== DIRECTIONS FOR THIS TASK ==
Your copy should hold only the lines from the one with "index tip: (349, 213)" to the one with "index pip: (626, 519)", both included, each exactly as it stands below, with no pictures.

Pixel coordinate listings
• • •

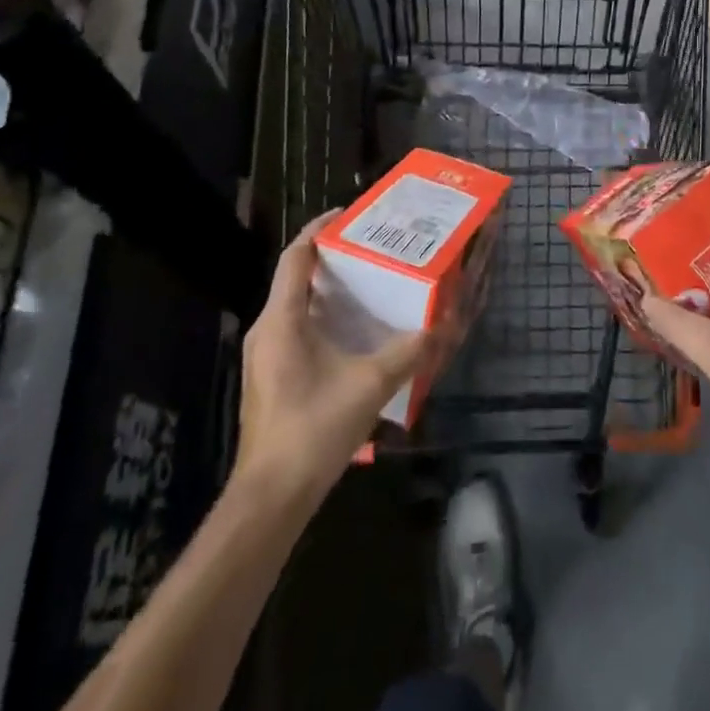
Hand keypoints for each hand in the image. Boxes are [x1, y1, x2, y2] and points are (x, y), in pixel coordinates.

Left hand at [233, 211, 434, 503]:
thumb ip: (409, 351)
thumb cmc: (313, 428)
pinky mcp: (272, 377)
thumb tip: (444, 324)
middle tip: (373, 247)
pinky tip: (355, 332)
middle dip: (332, 258)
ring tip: (370, 282)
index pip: (296, 257)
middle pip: (296, 277)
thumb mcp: (370, 384)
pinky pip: (297, 329)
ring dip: (329, 290)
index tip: (349, 213)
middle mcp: (267, 330)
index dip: (319, 229)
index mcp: (281, 319)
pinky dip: (324, 317)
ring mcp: (266, 356)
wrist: (272, 497)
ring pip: (297, 305)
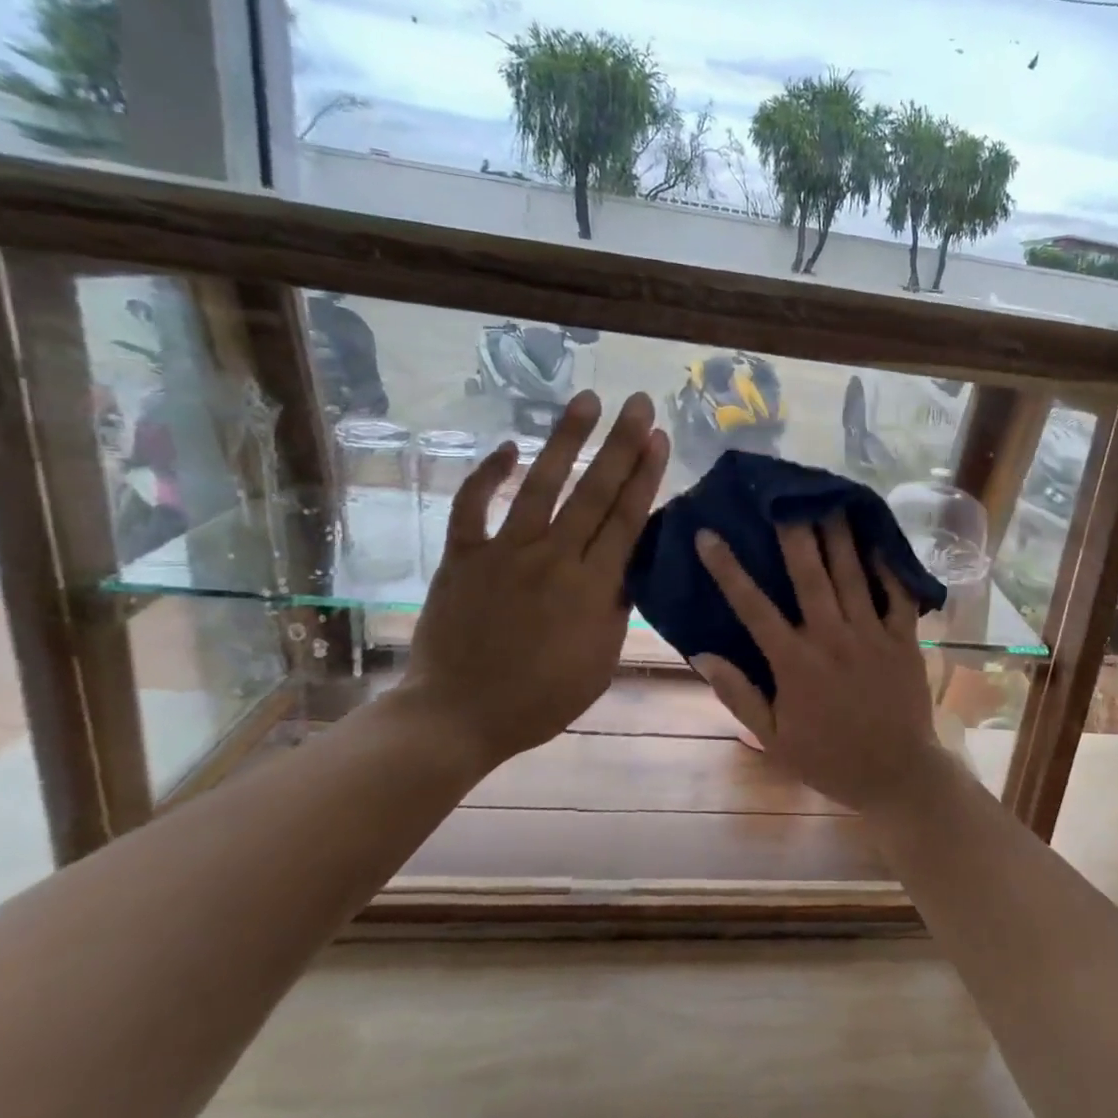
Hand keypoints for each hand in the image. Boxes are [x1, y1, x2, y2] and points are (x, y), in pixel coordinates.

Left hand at [399, 390, 667, 772]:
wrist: (458, 716)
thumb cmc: (541, 699)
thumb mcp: (601, 661)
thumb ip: (616, 607)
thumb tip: (629, 565)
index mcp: (592, 587)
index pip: (626, 519)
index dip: (645, 475)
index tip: (659, 437)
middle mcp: (553, 558)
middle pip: (594, 491)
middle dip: (620, 443)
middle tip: (638, 403)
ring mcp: (504, 553)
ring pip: (541, 485)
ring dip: (565, 440)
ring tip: (586, 401)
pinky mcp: (462, 557)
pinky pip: (473, 506)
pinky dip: (488, 475)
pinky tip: (508, 447)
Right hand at [691, 517, 949, 817]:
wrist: (897, 776)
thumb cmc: (830, 759)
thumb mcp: (774, 739)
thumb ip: (739, 695)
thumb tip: (702, 654)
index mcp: (795, 663)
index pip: (753, 608)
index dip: (728, 569)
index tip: (709, 535)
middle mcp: (832, 639)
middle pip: (810, 575)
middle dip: (795, 531)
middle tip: (784, 494)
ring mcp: (872, 635)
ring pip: (853, 575)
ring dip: (839, 535)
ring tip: (829, 498)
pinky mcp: (904, 639)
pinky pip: (898, 595)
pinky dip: (890, 565)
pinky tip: (880, 537)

• • •

== EXPECTED ANSWER ==
index tip: (349, 213)
middle mcp: (267, 330)
index dip: (319, 229)
index mcp: (281, 319)
pinky dip: (324, 317)
ring mcp: (266, 356)
wrist: (272, 497)
ring pip: (297, 305)
Hand keypoints for each hand in the image. Boxes are [x1, y1, x2, y2] and points are (x, y), in pixel coordinates.

Left hand at [399, 390, 667, 772]:
wrist: (458, 716)
thumb cmc: (541, 699)
thumb mcp: (601, 661)
thumb ip: (616, 607)
thumb tip: (629, 565)
index mcp: (592, 587)
index pip: (626, 519)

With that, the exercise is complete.